Several American Airlines flight attendants raised concerns about their safety. At least 100 American Airlines flight attendants tested positive. Meanwhile, United Airlines became the first airline to require attendants to wear masks.
Airlines for America sent Channel 9 the following statement:
The safety and wellbeing of passengers and crew is the top priority of U.S. airlines. This continues to be a rapidly evolving situation and U.S. carriers remain in close contact with Congress, the Administration, federal agencies and public health experts. U.S. airlines have been taking substantial, proactive steps to protect passengers and employees throughout this crisis. A4A’s member carriers all comply with or exceed CDC’s recommended cleaning protocols, in some cases to include electrostatic cleaning and fogging procedures.

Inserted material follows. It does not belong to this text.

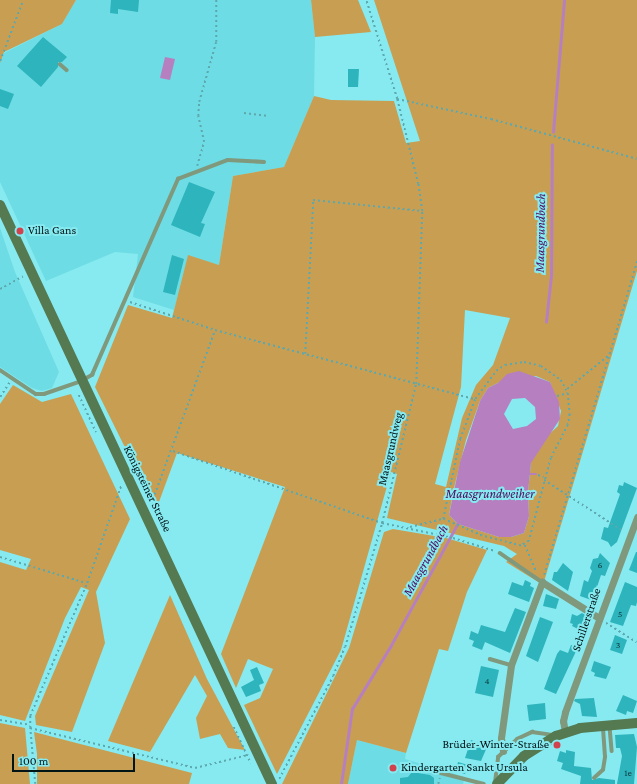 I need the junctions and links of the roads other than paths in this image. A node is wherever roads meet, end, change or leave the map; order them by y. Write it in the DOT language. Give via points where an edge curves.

Carriers are working around the clock to sanitize cockpits, cabins and key touchpoints – including tray tables, arm rests, seatbelts, buttons, vents, handles and lavatories – with CDC-approved disinfectants. And, airlines have increased the frequency of deep cleaning procedures for both domestic and international flights. In addition to enhancing sanitation procedures, carriers have also implemented a range of policies – including back-to-front boarding, blocking middle seats and adjusting food and beverage services – to help ensure the wellbeing of passengers and crew. Additionally, all travelers are encouraged to follow CDC guidance, including frequent hand-washing, cloth face coverings and staying home when ill.